PERCHÉ SULLA DICIOTTI MARINA E POLIZIA SONO IN ROTTA DI COLLISIONE. GLI AMMIRAGLI SMENTISCONO SALVINI
(di Barbara Ciolli) – Il livello di scontro istituzionale è tornato massimo in Italia con il ministro dell’Interno Matteo Salvini che sfida il capo dello Stato Sergio Mattarella. «Non temo il Quirinale» ha ammonito il vice premier e leader della Lega. E il riferimento va alla stessa nave Diciotti della Guardia costiera, che per ordine di Mattarella a luglio riuscì a trasbordare a Trapani 67 richiedenti asilo, bloccati per giorni in mare proprio da Salvini sul rimorchiatore straniero che li aveva salvati. Stavolta lo scontro è ancora più grave, perché il recupero dei naufraghi è stato compiuto direttamente dalla Diciotti, che è una nave italiana e per giunta una nave militare che da una settimana non può sbarcare i migranti nel porto di Catania. Il braccio di ferro – tutto interno – coinvolge i tre ministeri (della Difesa, delle Infrastrutture e dei Trasporti, dell’Interno) che hanno titolarità sulla Guardia costiera e, più ampiamente, il settori civili e militari della sicurezza italiana. Con Mattarella, da massima carica dello Stato, al comando delle forze armate.
COMPETENTI PIÙ MINISTERI
Il vice premier Salvini non poteva essere più temerario, né manifesta cedimenti. Muovendosi come un elefante in una cristalleria fa esplodere tutte le divisioni latenti per i diversi modus operanti tra i ministeri e le forze dell’ordine italiane, anche perché la Guardia costiera è forse l’organo che più le condensa tutte insieme. La direttive leghiste sulla gestione degli sbarchi di richiedenti asilo le stanno inevitabilmente portando a galla. Il punto è che la Guardia costiera, composta dalla varie capitanerie di porto, è innanzitutto un corpo della marina, quindi del ministero della Difesa. Svolge tuttavia compiti anche – e spesso prevalentemente – non militari, di competenza del ministero delle Infrastrutture e dei Trasporti (erede negli Anni 90 del dicastero soppresso della Marina mercantile) e, per il soccorso e l’intervento nei reati in mare, del corpo della polizia di Stato, dunque del ministero dell’Interno. Lo fa però con indosso gli occhiali della marina, che hanno come stella polare la legge internazionale, e primaria, dell’obbligo di salvataggio in mare.
MARINA CONTRO POLIZIA
L’accentramento nella catena di comando della Guardia costiera, imposto dal precedente ministro dell’Interno Marco Minniti (Pd) insieme al codice delle Ong, aveva già provocato mal di pancia ai vertici di diverse Capitanerie di porto, abituate a muoversi con margini di autonomia allo scattare degli Sos per i barconi, piuttosto che a seguire un rigido protocollo unitario da direttive del comando generale di Roma. Le diverse linee, anche politiche, delle singole autorità portuali sono da sempre un’altra fonte di divergenze sulla modalità di azione in mare. Ma al di sopra delle questioni di campanile si staglia, con l’ultimo stop alla nave Diciotti che ha a bordo 150 naufraghi (27 minori non accompagnati sono stati portati a terra), il divario di vedute tra la marina e il ministero dell’Interno: per Ferragosto il pattugliatore della Guardia costiera ha caricato i 177 migranti stipati su un barcone in acque maltesi. Proprio mentre dal Viminale Salvini smuoveva mari e monti far far ricadere la responsabilità sul governo di Malta.
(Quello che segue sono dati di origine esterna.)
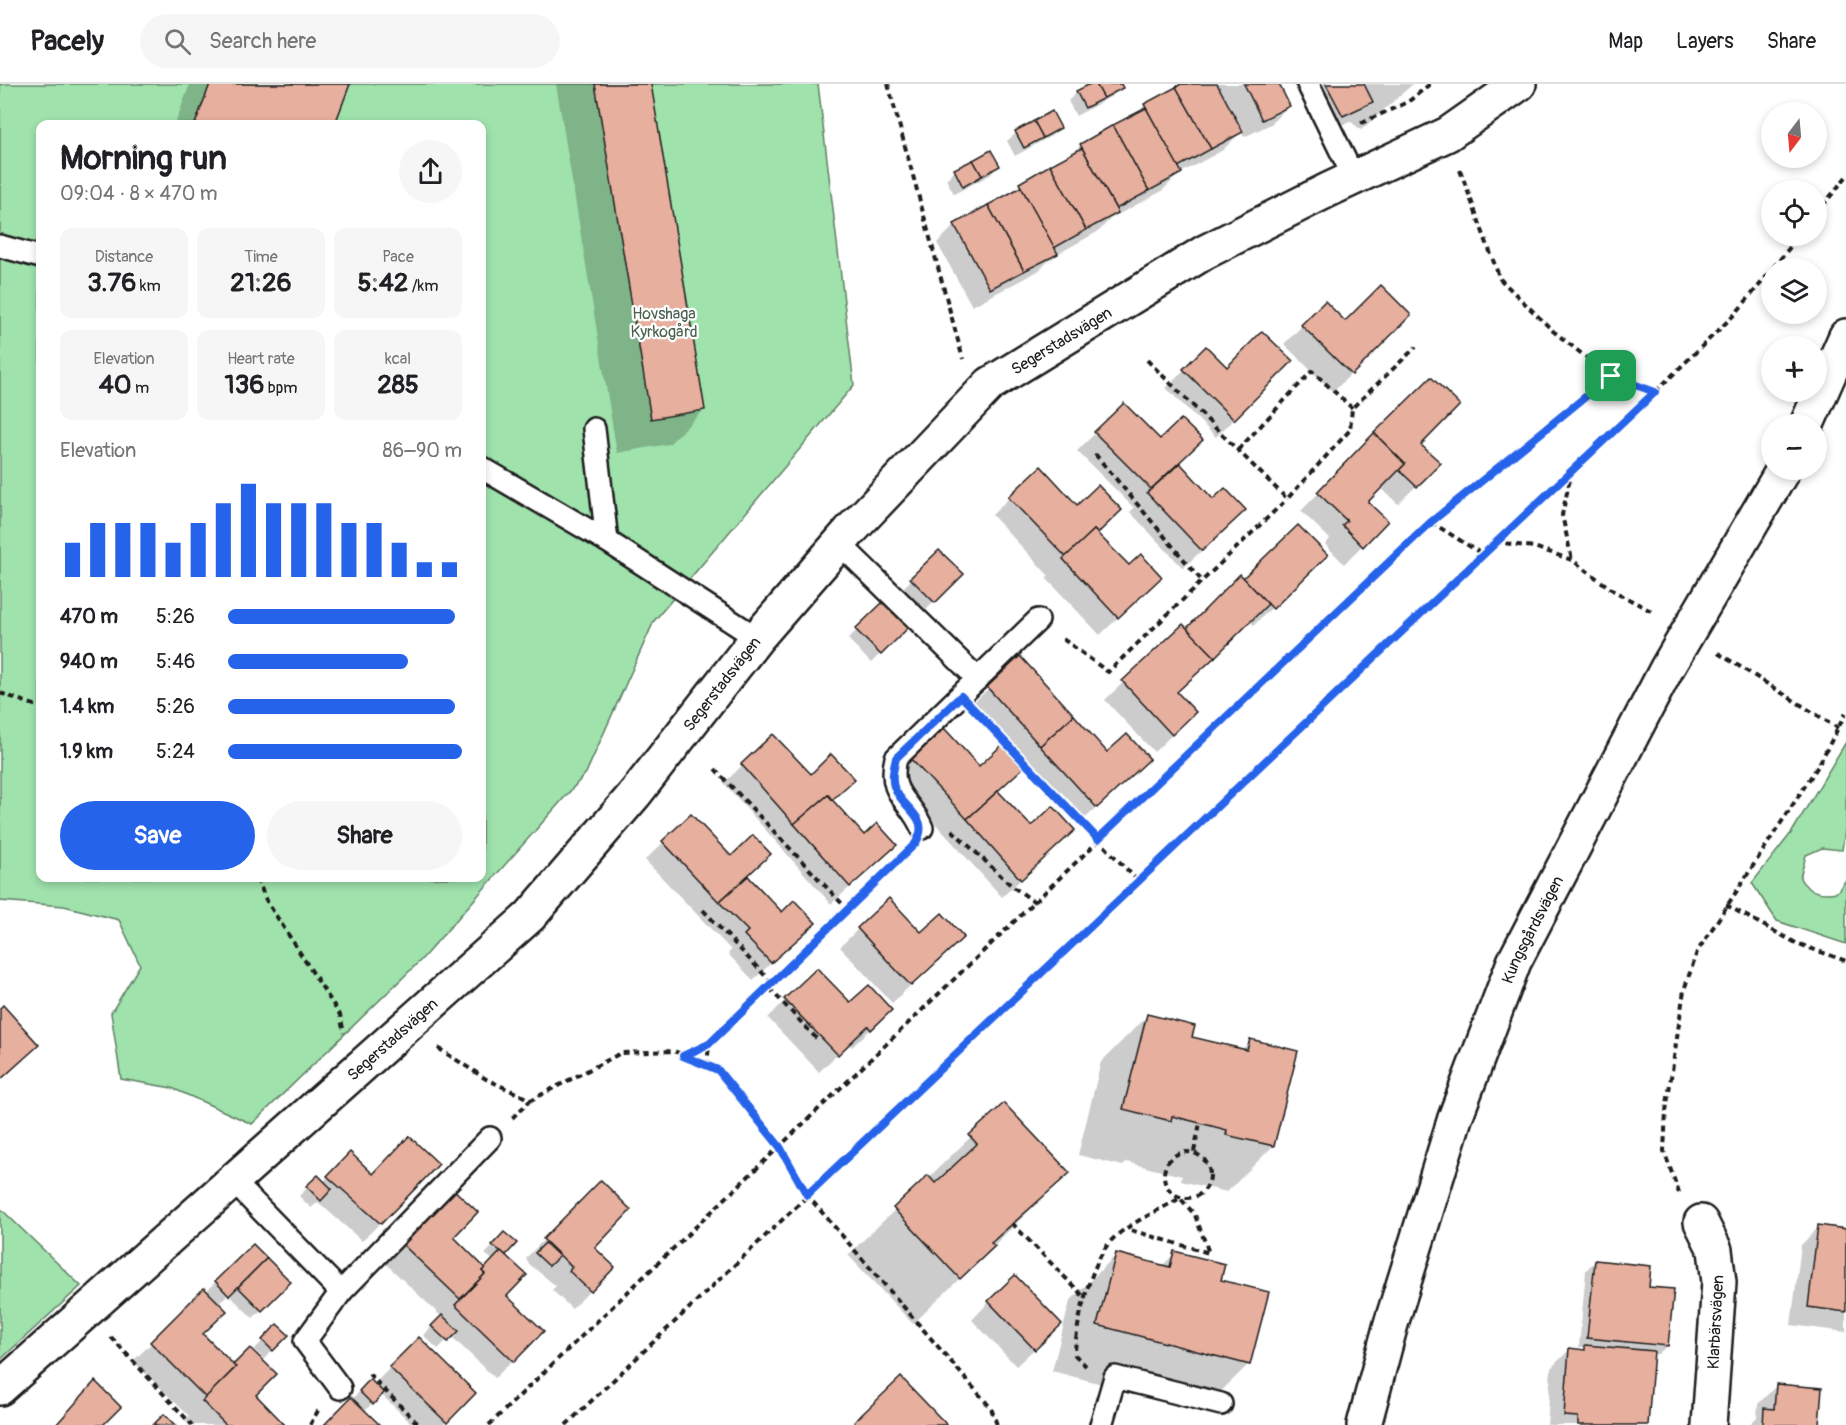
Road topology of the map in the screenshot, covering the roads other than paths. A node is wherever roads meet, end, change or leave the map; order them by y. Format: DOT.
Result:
graph roads {
  1 [pos="1308,84"];
  2 [pos="1519,84"];
  3 [pos="1354,178"];
  4 [pos="0,246"];
  5 [pos="36,256"];
  6 [pos="1846,336"];
  7 [pos="1846,376"];
  8 [pos="1813,413"];
  9 [pos="594,429"];
  10 [pos="486,470"];
  11 [pos="1777,480"];
  12 [pos="607,541"];
  13 [pos="840,543"];
  14 [pos="1038,620"];
  15 [pos="757,638"];
  16 [pos="978,679"];
  17 [pos="921,828"];
  18 [pos="490,1138"];
  19 [pos="233,1181"];
  20 [pos="1701,1222"];
  21 [pos="341,1292"];
  22 [pos="0,1388"];
  23 [pos="340,1388"];
  24 [pos="1221,1404"];
  25 [pos="1101,1425"];
  26 [pos="1364,1425"];
  27 [pos="1708,1425"];
  1 -- 3 [label="lane"];
  2 -- 3 [label="street, Segerstadsvägen"];
  3 -- 13 [label="street, Segerstadsvägen"];
  4 -- 5 [label="lane"];
  6 -- 8 [label="street"];
  7 -- 8 [label="street"];
  9 -- 12 [label="lane"];
  10 -- 12 [label="lane"];
  11 -- 26 [label="street, Kungsgårdsvägen"];
  12 -- 15 [label="lane"];
  13 -- 15 [label="street, Segerstadsvägen"];
  13 -- 16 [label="lane"];
  14 -- 16 [label="lane"];
  15 -- 19 [label="street, Segerstadsvägen"];
  16 -- 17 [label="lane"];
  18 -- 21 [label="lane"];
  19 -- 21 [label="lane"];
  19 -- 22 [label="street, Segerstadsvägen"];
  20 -- 27 [label="street, Klarbärsvägen"];
  21 -- 23 [label="lane"];
  24 -- 25 [label="lane"];
}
Prima si è naufraghi, dopo immigrati. Non si possono chiudere i porti
LA GUARDIA COSTIERA STA CON LE ONG
La vicinanza della Guardia costiera alle Ong impegnate in mare è un’altra spina nel fianco del vicepremier leghista. Chiamato a deporre davanti alla Commissione Difesa del Senato sulle Attività delle Ong, un anno fa l’allora comandante generale delle Capitanerie di porto, l’ammiraglio Vincenzo Melone, difese a spada tratta l’operato delle navi umanitarie. D’altra parte, l’imponente ed encomiabile operazione italiana Mare Nostrum, lanciata dopo l’ecatombe in mare dei 368 morti di Lampedusa del 3 ottobre 2013, fu condotta dalla marina, affiancata dall’aeronautica militare. Tra il 2013 e il 2014 le navi dell’esercito italiano si spinsero fino alle coste libiche, raccogliendo migliaia di migranti. “Sostituita” dalla missione europea Frontex incaricata del contrasto dei flussi, da allora parte dei salvataggi è stata scaricata sui mezzi delle Ong e sui mercantili, che non si vogliono più nei porti italiani. Comprensibile che le circa 11 mila unità della Guardia costiera, tra ufficiali e militari di truppa, stiano dalla loro parte, la Diciotti è da anni in prima linea nei recuperi in mare.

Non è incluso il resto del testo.